Wie schon öfter an dieser Stelle ist die Neuübersetzung eines großen klassischen Romans zu vermelden, diesmal der 1869 publizierten "Éducation sentimentale" von Gustave Flaubert. Wie die Übersetzerin in ihrem kenntnisreichen Nachwort darlegt, hat dieser Roman im Deutschen bis heute keinen allgemein akzeptierten Titel gefunden; die seit 1904 zehn Übersetzungen weisen sieben verschiedene Titelvarianten auf. Sie hat daraus die Folgerung gezogen, dass es noch eine achte braucht (Lehrjahre der Männlichkeit. Roman. Hrsg. und übers. von Elisabeth Edl. Carl Hanser, München 2020, 799 S.). Das klingt wie ein brandaktuelles Produkt aus der genderistischen Wörterfabrik, ist aber ein Zitat von Friedrich Schlegel.

Es wird ausführlich und auch plausibel begründet, bloß scheint mir das Ergebnis am gleichen Mangel zu kranken wie alle bisherigen Lösungen (Lehrjahre des Herzens, der Gefühle usw.). Es ist der selbe Mangel, der schon beim Originaltitel auftritt, wenn man ihn nämlich als affirmativ in Bezug auf den Inhalt des Romans auffasst. Es bleibt so oder anders und auch von links hinten angeschaut dabei, dass die "Lehrjahre" zu keiner Lehre welcher Art auch immer geführt haben, dass der Held Frédéric am Ende dasteht wie am Anfang, nämlich so klug als wie zuvor, nicht anders als seine Freunde und wer sonst noch in dem Buch vorkommen mag.
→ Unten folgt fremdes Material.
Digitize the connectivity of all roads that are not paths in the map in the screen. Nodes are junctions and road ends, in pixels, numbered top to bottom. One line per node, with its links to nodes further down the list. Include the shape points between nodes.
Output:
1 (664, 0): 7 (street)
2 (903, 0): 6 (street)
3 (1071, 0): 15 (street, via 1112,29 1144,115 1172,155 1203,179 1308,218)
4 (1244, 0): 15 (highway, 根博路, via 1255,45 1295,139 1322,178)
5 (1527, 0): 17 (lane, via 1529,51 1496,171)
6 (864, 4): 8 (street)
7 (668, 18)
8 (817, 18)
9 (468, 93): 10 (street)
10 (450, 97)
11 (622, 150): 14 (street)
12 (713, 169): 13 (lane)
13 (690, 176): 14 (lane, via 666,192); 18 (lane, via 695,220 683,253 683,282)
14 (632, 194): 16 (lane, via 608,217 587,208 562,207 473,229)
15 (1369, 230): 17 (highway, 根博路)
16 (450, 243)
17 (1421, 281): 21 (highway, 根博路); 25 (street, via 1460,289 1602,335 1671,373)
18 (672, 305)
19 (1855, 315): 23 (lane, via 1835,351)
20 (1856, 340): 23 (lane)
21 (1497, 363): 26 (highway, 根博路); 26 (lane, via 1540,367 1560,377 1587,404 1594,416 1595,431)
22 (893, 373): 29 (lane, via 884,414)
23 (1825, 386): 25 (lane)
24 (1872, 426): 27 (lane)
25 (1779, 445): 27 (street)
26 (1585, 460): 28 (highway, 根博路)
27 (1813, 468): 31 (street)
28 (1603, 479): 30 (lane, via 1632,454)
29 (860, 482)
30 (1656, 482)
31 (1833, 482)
An der Übersetzung selbst gibt es nichts zu mäkeln, frappiert haben mich allerdings aus dem Original wörtlich übernommene und als solche ad hoc eingedeutschte Vokabeln, die uns vermutlich nahelegen sollen, dass Flaubert hier ein im Französischen sehr seltenes Wort verwendet im Zuge seines allbekannten Fimmels, der Suche nach dem mot juste. Und so erhalten wir im Deutschen dafür ein außergewöhnlich seltenes deutsches Wort, das dann auch noch in dem ansonsten höchst ausführlichen Anmerkungsteil nicht weiter erklärt wird (etwa: Schnepfensalmi, Gipüre, Fraise).
Um nicht beim Gemäkel hängenzubleiben: Ich finde es ganz hervorragend, wenn auf diese Weise ein Klassiker wieder einmal Beachtung und hoffentlich auch Leser findet, und dazu ist der Band auf jeden Fall gut geeignet. Auch er wird allerdings ein im Flaubertschen Werk grundsätzlich vorhandenes Problem kaum beseitigen, an dem sich schon die Zeitgenossen abgearbeitet haben: Sein Blick auf die Welt hat mit den seit damals verflossenen Jahrzehnten nichts von seiner allumfassenden Trostlosigkeit eingebüßt, im Gegenteil haben wir zusätzlich Gelegenheit, die damals gerade blühenden Narreteien mit den aktuellen zu vergleichen und festzustellen, dass die éducation ganz im Allgemeinen bis heute noch nicht rasend vorangeschritten ist. Das lässt beim Lesen keine besonders heitere Stimmung aufkommen, und folglich werden ziemlich viele potentielle Leser das auch weiterhin nicht mögen, wie schon bisher.

Ziemlich kurz vor Weihnachten flatterte mir noch das dünnste Büchlein der Saison ins Haus. Es ist jenes, um das in der politisch verdüsterten Welt anno 2020 ein Mordsgetue war, weil die Autorin von ihrem Verlag S. Fischer hinausgeworfen wurde und daraufhin bei Hoffmann & Campe ein neues Heim fand. Der Krebs, der auf Englisch Cancel Culture heißt, frisst sich auch in den deutschen Landen ins Gewebe des Geisteslebens. In dem Büchlein selber (Monika Maron: Bonnie Propeller. Hoffmann & Campe, Hamburg 2020, 52 S.) ist von dem ganzen Theater keine Rede, es ist eine Hundegeschichte - und sonst nichts. Ich kenne nun aus der Weltliteratur nicht gar viele Hundegeschichten, aber so viel ist mir gleich klar geworden, dass diese, die Geschichte von Monika und ihrer Bonnie, eine der nachdenklichsten und zugleich lustigsten sein dürfte, die das Genre aufzuweisen hat.